Magnesium, Blood, and Urine



Blood: To assess electrolyte balance related to magnesium levels in general, to assist in diagnosis and monitoring of diseases; providing and monitoring therapeutic interventions especially for specific subsets of patients such as those receiving hemodialysis and those being treated for pre-eclampsia and eclampsia. Urine: To assess magnesium levels related to renal function.

Patient Preparation
There are no food, fluid, activity, or medication restrictions unless by medical direction. For urine studies, usually a 24-hr urine collection is ordered. As appropriate, provide the required urine collection container and specimen collection instructions.

Normal Findings
Method: Spectrophotometry.

AgeConventional UnitsSI Units (Conventional Units × 0.4114)
Newborn1.7–2.5 mg/dL0.7–1 mmol/L
Child1.7–2.3 mg/dL0.7–0.95 mmol/L
Adult1.6–2.2 mg/dL0.66–0.91 mmol/L
Pregnant female
  First and second trimesters1.5–2.2 mg/dL0.63–0.91 mmol/L
  Third trimester1.1–2.2 mg/dL0.46–0.91 mmol/L

Conventional UnitsSI Units (Conventional Units × 0.4114)
20–200 mg/24 hr8.2–82.3 mmol/24 hr

Critical Findings and Potential InterventionsBlood: Adults

  • Less than 1.2 mg/dL (SI: Less than 0.5 mmol/L)
  • Greater than 4.9 mg/dL (SI: Greater than 2 mmol/L)

Blood: Children

  • Less than 1.2 mg/dL (SI: Less than 0.5 mmol/L)
  • Greater than 4.3 mg/dL (SI: Greater than 1.8 mmol/L)

Timely notification to the requesting health-care provider (HCP) of any critical findings and related symptoms is a role expectation of the professional nurse.

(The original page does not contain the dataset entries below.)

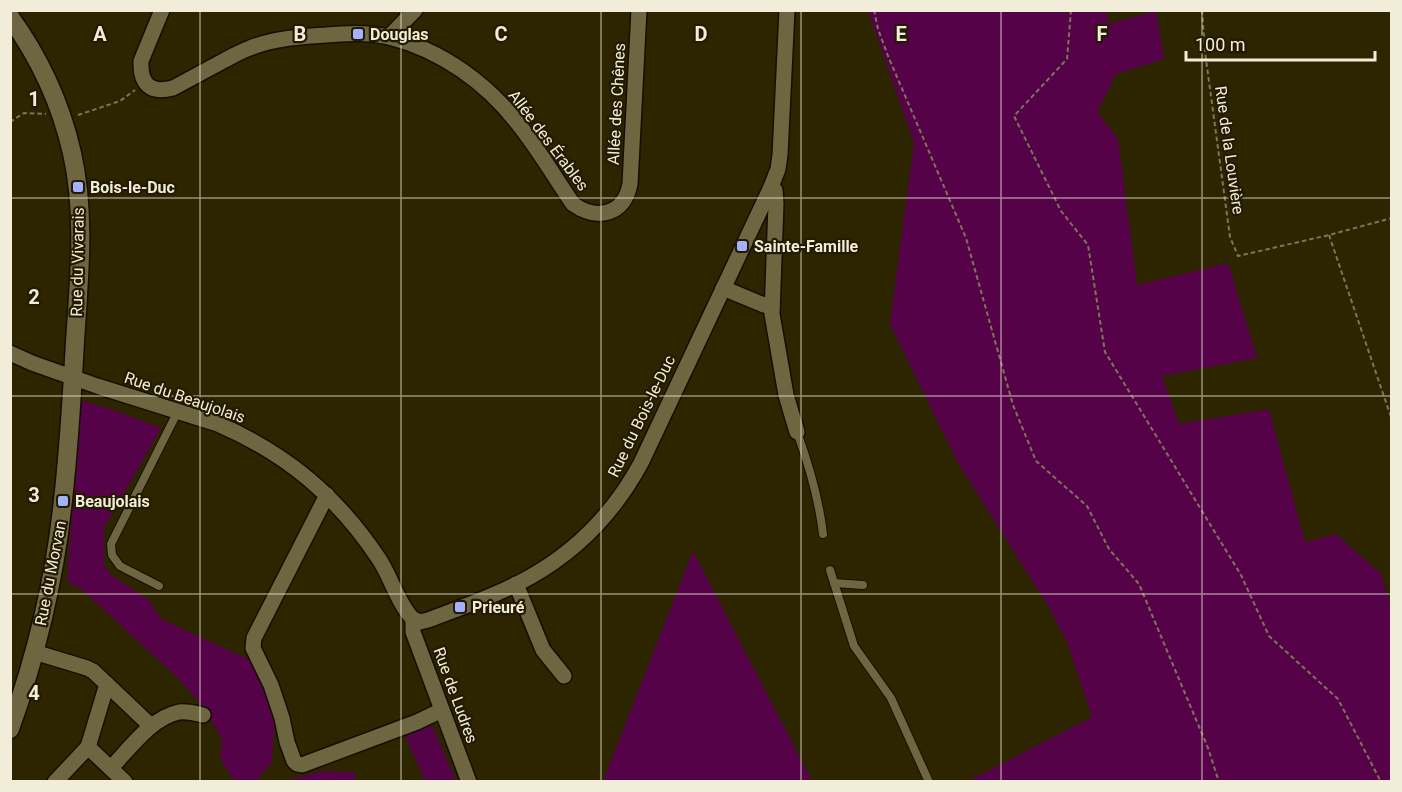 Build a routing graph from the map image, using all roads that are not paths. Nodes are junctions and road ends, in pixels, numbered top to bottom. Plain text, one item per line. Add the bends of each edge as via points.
1 (162, 10) edge
2 (415, 10) edge
3 (639, 10) edge
4 (786, 10) edge
5 (10, 17) edge
6 (389, 37) junction
7 (771, 187) junction
8 (626, 199) joint
9 (723, 288) junction
10 (772, 307) junction
11 (12, 359) edge
12 (73, 377) junction
13 (178, 411) junction
14 (798, 432) joint
15 (327, 495) junction
16 (823, 534) dead end
17 (830, 570) dead end
18 (834, 583) junction
19 (516, 585) junction
20 (863, 585) dead end
21 (159, 586) dead end
22 (413, 619) junction
23 (34, 652) junction
24 (564, 676) dead end
25 (107, 684) junction
26 (442, 710) junction
27 (203, 715) dead end
28 (152, 726) junction
29 (10, 729) edge
30 (88, 747) junction
31 (111, 768) junction
32 (55, 782) edge
33 (125, 782) edge
34 (469, 782) edge
35 (929, 782) edge

1 - 6 street, Allée des Érables via 141,61 145,83 154,89 173,88 249,48 276,40 341,33
2 - 6 street
3 - 8 street, Allée des Chênes
4 - 7 street, Rue du Bois-le-Duc via 780,155
5 - 12 street, Rue du Vivarais via 38,63 63,120 78,188 81,227
6 - 8 street, Allée des Érables via 444,60 482,85 520,126 573,204 592,213 609,212
7 - 9 street, Rue du Bois-le-Duc
7 - 10 street, Rue du Bois-le-Duc via 776,204
9 - 10 street
9 - 19 street, Rue du Bois-le-Duc via 645,456 621,496 575,546
10 - 14 street, Rue du Bois-le-Duc via 786,394
11 - 12 street, Rue du Beaujolais
12 - 13 street, Rue du Beaujolais
12 - 23 street, Rue du Morvan via 61,515
13 - 15 street, Rue du Beaujolais via 257,443
13 - 21 lane via 111,544 112,555 120,566
14 - 16 lane
15 - 22 street, Rue du Beaujolais via 373,550
15 - 26 street via 254,638 253,648 271,686 294,761 302,765
17 - 18 lane
18 - 20 lane
18 - 35 lane via 854,646 891,698
19 - 22 street, Rue du Bois-le-Duc via 428,620
19 - 24 street via 543,650
22 - 26 street, Rue de Ludres via 413,632
23 - 25 street via 87,668
23 - 29 street, Rue du Morvan
25 - 28 street
25 - 30 street
26 - 34 street, Rue de Ludres
27 - 28 street via 180,712
28 - 31 street
30 - 31 street
30 - 32 street
31 - 33 street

A listing of these findings varies among facilities.

Consideration may be given to verification of critical findings before action is taken. Policies vary among facilities and may include requesting immediate recollection and retesting by the laboratory or retesting using a rapid point-of-care testing instrument at the bedside, if available.

Symptoms such as confusion, convulsions, decrease in reflexes, dizziness, dysrhythmias (ventricular), hyperactivity, nausea, tetany, tremors, vomiting, and weakness occur at decreased (less than 1.2 mg/dL [SI: less than 0.5 mmol/L]) concentrations. Electrocardiographic (ECG) changes (prolonged P-R and Q-T intervals; broad, flat T waves; and ventricular tachycardia) may also occur. Treatment may include IV or oral administration of magnesium salts, monitoring for respiratory depression and areflexia (IV administration of magnesium salts), and monitoring for diarrhea and metabolic alkalosis (oral administration to replace magnesium).

Respiratory paralysis, decreased reflexes, and cardiac arrest occur at grossly elevated (greater than 15 mg/dL [SI: greater than 6.2 mmol/L]) levels. ECG changes, such as prolonged P-R and Q-T intervals, and bradycardia may be seen. Toxic levels of magnesium may be reversed with the administration of calcium, dialysis treatments, and removal of the source of excessive intake.